J Pharmacol Exp Ther. 2004 May 24
Scott GS, Kean RB, Mikheeva T, Fabis MJ, Mabley JG, Szabo C, Hooper DC.
Queen Mary's School of Medicine and Dentistry.
Poly(ADP-ribose) polymerase (PARP) activity has been implicated in the pathogenesis of several CNS disorders.
For example, the presence of extensive poly(ADP)ribosylation in CNS tissues from animals with experimental allergic encephalomyelitis (EAE) indicates that PARP activity may be involved in this inflammatory disease process.

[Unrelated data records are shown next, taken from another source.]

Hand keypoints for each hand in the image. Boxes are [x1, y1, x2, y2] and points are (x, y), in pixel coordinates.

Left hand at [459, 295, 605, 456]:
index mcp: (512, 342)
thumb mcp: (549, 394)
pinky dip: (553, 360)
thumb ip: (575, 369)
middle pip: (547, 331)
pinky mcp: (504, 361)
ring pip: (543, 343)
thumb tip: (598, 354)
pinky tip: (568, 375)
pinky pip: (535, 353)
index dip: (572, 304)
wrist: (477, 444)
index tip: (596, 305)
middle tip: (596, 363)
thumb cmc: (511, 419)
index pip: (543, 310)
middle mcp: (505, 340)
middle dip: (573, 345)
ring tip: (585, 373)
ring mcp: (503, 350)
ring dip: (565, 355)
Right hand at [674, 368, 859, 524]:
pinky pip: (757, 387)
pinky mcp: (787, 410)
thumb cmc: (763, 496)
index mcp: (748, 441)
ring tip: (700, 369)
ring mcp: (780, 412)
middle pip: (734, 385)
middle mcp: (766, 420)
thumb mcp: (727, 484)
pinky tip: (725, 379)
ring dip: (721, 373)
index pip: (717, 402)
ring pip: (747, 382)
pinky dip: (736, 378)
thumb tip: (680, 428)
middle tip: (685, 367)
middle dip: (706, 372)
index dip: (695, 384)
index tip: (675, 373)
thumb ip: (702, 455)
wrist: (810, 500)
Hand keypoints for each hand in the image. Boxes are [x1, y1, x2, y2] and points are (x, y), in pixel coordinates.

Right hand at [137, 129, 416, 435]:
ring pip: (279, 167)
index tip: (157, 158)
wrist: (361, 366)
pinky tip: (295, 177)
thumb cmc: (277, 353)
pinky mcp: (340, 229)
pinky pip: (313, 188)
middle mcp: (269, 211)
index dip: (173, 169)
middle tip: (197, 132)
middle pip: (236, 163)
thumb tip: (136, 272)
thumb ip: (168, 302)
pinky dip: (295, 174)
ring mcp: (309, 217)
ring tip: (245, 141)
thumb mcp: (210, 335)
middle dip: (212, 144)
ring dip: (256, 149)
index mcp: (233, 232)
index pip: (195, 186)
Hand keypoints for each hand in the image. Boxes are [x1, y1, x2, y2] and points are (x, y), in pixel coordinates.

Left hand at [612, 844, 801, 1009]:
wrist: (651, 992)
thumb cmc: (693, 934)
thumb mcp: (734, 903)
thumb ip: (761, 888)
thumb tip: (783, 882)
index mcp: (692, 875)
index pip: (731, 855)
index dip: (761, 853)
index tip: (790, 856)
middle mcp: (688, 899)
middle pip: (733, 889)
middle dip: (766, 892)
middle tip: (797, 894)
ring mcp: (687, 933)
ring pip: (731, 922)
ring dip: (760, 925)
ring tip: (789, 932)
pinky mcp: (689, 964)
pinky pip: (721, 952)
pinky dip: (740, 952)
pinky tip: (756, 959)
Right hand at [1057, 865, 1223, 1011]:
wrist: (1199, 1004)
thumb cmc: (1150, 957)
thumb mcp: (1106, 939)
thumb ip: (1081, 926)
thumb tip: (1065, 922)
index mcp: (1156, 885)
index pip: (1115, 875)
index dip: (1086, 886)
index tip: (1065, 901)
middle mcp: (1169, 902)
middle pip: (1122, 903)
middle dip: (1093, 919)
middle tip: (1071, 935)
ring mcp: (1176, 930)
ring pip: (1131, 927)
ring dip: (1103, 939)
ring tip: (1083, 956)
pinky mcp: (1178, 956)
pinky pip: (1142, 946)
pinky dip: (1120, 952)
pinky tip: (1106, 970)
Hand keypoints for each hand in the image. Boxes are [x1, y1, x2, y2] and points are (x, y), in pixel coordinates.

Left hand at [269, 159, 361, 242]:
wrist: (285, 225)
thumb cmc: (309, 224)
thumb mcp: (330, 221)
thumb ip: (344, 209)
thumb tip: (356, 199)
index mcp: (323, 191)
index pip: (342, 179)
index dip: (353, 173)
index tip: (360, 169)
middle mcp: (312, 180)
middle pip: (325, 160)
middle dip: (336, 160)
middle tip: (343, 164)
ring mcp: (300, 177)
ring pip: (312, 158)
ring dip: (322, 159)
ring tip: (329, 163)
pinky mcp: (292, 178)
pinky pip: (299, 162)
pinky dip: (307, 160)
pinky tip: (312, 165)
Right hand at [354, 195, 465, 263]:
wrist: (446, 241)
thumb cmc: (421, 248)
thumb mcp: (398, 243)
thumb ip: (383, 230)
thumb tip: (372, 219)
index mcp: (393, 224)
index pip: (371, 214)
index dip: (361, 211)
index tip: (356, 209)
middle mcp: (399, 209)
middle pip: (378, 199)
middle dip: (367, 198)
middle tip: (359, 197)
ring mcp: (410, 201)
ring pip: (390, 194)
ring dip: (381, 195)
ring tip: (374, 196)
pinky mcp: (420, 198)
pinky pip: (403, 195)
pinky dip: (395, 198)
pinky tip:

Using PJ34, a selective PARP inhibitor, we studied the mechanisms through which PARP activity may contribute to the onset of acute EAE.
PLSJL mice immunized with myelin antigens were treated with PJ34 and the effects on the progression of EAE and several other parameters relevant to the disease process were assessed.
PJ34 exerted therapeutic effects at the onset of EAE that were associated with reduced CNS inflammation and the maintenance of neurovascular integrity.
Expression of genes encoding the adhesion molecule ICAM-1, and the inflammatory mediators IFN-gamma, TNF-alpha and iNOS were decreased in CNS tissues from drug treated animals.
Administration of PJ34 biased the class of myelin basic protein (MBP)-specific antibodies elicited from IgG2a to IgG1 and IgG2b and modulated antigen-specific T-cell reactivity.
Therefore, the mode of action of PJ34 at the onset of EAE is likely mediated by a shift in the MBP-specific immune response from a pro-inflammatory Th1 towards an anti-inflammatory Th2 phenotype.